**Problem statement:** Whenever a line in the entries below contains "西上州やまびこ街道", copy that line.

**Material provided:**
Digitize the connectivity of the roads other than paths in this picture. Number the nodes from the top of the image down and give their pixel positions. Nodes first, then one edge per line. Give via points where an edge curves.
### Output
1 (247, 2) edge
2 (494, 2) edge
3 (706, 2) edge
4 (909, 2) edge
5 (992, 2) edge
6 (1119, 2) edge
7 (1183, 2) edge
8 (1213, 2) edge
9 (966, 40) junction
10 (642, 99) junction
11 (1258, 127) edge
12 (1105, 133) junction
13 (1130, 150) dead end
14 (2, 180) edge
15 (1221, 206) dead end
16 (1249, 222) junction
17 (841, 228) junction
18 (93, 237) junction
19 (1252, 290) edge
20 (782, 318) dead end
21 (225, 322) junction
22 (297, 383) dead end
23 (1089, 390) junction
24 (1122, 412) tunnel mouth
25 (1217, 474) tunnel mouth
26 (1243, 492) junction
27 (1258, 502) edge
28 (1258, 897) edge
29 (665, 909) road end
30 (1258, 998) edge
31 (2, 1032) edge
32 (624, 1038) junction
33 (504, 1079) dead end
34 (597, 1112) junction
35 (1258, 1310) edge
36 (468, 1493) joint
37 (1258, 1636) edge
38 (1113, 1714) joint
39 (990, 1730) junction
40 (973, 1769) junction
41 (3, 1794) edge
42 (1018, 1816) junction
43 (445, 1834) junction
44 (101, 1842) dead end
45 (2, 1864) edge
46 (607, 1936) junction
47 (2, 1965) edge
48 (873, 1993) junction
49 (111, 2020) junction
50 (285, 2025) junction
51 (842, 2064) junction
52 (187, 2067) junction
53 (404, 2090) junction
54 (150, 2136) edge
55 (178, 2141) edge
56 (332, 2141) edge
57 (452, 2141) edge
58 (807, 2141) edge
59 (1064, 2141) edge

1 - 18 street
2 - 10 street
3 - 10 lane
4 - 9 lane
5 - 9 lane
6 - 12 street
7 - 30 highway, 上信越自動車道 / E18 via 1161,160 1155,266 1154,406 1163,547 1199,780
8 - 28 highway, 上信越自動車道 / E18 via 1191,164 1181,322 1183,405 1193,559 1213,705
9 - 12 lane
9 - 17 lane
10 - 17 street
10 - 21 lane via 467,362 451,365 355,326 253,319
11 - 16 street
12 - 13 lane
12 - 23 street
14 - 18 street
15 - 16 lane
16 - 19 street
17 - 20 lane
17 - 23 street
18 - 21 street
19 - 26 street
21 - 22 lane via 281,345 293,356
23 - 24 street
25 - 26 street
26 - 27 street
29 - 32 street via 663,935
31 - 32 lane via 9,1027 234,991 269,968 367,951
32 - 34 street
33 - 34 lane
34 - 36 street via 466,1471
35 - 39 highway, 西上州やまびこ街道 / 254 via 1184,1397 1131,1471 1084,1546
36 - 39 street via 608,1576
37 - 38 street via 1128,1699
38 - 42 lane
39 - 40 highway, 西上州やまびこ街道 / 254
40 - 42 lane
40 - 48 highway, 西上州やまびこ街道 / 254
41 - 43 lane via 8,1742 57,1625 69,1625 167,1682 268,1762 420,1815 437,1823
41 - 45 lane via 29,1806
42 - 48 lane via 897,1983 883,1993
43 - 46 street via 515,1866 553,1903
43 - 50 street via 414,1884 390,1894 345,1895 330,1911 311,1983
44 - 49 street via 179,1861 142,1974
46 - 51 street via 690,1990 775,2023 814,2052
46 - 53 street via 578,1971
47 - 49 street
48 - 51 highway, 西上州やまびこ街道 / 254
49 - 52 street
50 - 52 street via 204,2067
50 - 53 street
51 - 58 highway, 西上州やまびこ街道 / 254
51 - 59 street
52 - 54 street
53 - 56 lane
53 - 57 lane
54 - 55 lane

--

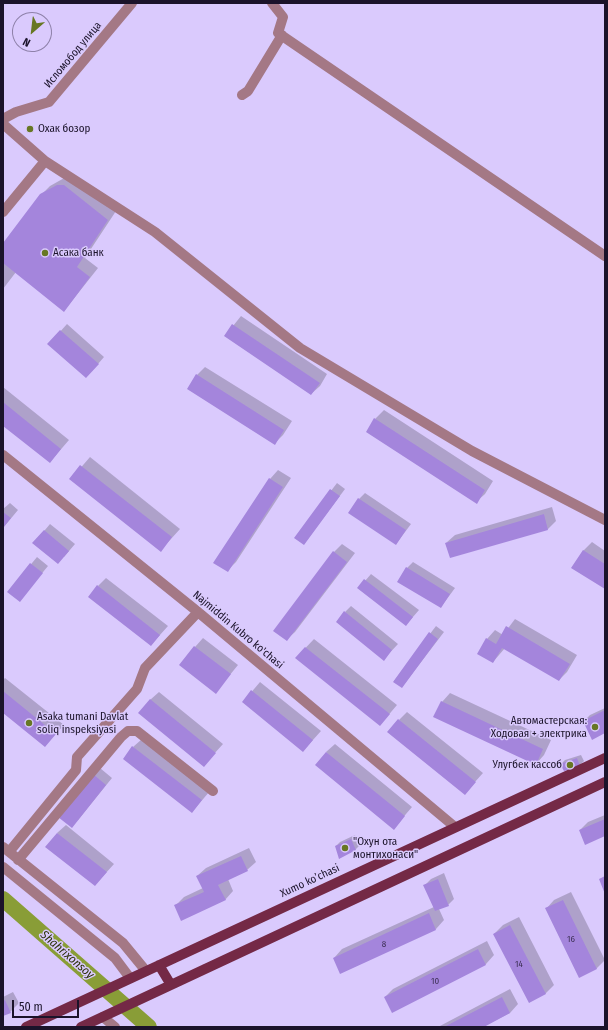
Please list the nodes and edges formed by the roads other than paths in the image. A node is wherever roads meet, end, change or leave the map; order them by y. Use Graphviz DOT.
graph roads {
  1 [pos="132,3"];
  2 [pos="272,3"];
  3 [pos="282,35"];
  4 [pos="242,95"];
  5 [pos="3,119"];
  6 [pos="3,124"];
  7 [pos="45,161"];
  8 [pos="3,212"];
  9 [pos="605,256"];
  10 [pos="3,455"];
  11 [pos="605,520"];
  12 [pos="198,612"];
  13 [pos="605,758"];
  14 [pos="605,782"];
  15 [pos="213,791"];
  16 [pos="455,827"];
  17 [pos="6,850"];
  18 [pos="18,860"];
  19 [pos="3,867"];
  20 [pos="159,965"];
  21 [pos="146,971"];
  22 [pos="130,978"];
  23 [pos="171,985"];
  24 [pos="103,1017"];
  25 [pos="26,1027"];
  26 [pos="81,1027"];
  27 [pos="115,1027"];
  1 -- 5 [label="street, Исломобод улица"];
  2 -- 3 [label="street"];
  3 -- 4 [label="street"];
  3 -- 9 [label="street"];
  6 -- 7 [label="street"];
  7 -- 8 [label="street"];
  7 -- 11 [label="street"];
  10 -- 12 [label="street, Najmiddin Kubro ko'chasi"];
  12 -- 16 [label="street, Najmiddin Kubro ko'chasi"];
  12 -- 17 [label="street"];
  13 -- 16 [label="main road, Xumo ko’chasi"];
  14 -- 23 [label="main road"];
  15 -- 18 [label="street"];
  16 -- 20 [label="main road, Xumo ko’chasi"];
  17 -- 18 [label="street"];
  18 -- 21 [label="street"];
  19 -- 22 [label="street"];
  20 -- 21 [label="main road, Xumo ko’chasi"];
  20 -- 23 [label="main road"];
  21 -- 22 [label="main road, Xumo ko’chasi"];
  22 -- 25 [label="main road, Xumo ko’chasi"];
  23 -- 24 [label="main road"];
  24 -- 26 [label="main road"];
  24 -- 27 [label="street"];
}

* * *

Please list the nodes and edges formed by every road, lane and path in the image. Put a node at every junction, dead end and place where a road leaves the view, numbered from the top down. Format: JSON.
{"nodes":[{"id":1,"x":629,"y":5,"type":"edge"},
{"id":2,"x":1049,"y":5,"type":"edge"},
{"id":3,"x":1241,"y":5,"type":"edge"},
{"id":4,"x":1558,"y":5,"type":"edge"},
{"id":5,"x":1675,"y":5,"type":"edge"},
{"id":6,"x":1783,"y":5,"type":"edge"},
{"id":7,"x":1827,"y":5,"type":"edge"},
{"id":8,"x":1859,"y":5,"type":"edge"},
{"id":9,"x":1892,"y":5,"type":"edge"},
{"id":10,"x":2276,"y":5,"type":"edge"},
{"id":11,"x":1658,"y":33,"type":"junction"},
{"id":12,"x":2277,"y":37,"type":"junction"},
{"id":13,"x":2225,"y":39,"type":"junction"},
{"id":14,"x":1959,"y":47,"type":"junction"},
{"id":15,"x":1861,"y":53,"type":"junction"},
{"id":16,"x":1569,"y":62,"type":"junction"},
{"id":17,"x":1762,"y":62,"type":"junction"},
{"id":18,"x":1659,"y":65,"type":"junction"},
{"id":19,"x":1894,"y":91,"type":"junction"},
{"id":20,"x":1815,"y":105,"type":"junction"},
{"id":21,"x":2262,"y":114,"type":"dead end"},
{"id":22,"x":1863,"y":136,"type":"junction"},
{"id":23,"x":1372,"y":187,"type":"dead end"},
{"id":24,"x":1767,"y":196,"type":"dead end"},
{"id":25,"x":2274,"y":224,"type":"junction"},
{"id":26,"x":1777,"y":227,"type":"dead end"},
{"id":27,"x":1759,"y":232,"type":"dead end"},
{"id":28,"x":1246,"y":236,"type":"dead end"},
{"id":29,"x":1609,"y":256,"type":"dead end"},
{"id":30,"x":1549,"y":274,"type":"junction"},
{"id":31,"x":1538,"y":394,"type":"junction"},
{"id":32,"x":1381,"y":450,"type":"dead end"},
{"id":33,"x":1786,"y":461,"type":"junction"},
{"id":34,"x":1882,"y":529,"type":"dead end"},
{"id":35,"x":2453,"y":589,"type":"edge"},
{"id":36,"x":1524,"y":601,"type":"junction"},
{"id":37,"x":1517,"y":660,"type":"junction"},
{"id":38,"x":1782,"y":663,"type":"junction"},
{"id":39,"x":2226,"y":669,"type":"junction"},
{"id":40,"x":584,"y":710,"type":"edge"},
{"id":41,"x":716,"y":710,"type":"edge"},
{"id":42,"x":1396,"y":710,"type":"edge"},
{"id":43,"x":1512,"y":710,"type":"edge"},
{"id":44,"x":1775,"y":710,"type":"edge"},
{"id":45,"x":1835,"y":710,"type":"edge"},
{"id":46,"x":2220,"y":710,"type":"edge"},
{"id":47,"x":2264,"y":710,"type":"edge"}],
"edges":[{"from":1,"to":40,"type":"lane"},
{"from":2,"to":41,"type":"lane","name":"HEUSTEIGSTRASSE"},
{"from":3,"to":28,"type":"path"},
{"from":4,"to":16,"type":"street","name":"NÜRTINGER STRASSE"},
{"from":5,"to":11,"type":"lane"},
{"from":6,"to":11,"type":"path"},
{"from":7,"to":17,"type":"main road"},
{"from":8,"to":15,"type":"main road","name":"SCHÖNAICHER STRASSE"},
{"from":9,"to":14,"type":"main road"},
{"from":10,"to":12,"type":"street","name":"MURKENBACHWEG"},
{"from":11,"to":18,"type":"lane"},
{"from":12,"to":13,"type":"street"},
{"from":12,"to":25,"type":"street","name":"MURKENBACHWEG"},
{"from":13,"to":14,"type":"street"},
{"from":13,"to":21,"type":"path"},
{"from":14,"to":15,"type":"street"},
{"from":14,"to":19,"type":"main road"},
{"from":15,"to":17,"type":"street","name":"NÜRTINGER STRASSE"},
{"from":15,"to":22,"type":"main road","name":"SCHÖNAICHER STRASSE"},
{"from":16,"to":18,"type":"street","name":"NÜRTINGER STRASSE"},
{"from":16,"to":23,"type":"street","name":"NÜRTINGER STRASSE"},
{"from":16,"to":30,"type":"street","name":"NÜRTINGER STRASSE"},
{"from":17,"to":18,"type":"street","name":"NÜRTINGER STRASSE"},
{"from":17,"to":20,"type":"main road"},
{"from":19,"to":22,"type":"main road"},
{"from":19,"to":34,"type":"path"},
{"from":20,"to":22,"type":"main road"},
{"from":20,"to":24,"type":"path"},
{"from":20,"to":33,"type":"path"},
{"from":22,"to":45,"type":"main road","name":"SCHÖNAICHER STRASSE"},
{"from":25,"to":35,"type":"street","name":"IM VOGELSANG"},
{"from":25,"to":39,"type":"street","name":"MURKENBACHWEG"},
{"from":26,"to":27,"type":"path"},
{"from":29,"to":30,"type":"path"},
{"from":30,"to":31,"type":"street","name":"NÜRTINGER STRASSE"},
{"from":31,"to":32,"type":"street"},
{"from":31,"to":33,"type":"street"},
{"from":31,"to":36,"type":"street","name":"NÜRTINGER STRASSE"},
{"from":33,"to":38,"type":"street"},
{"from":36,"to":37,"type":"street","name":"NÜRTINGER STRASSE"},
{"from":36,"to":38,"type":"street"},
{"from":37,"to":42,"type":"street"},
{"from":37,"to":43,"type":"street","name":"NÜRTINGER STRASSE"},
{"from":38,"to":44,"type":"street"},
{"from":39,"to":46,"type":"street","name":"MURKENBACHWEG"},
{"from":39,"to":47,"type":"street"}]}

**Answer to this exercise:**
35 - 39 highway, 西上州やまびこ街道 / 254 via 1184,1397 1131,1471 1084,1546
39 - 40 highway, 西上州やまびこ街道 / 254
40 - 48 highway, 西上州やまびこ街道 / 254
48 - 51 highway, 西上州やまびこ街道 / 254
51 - 58 highway, 西上州やまびこ街道 / 254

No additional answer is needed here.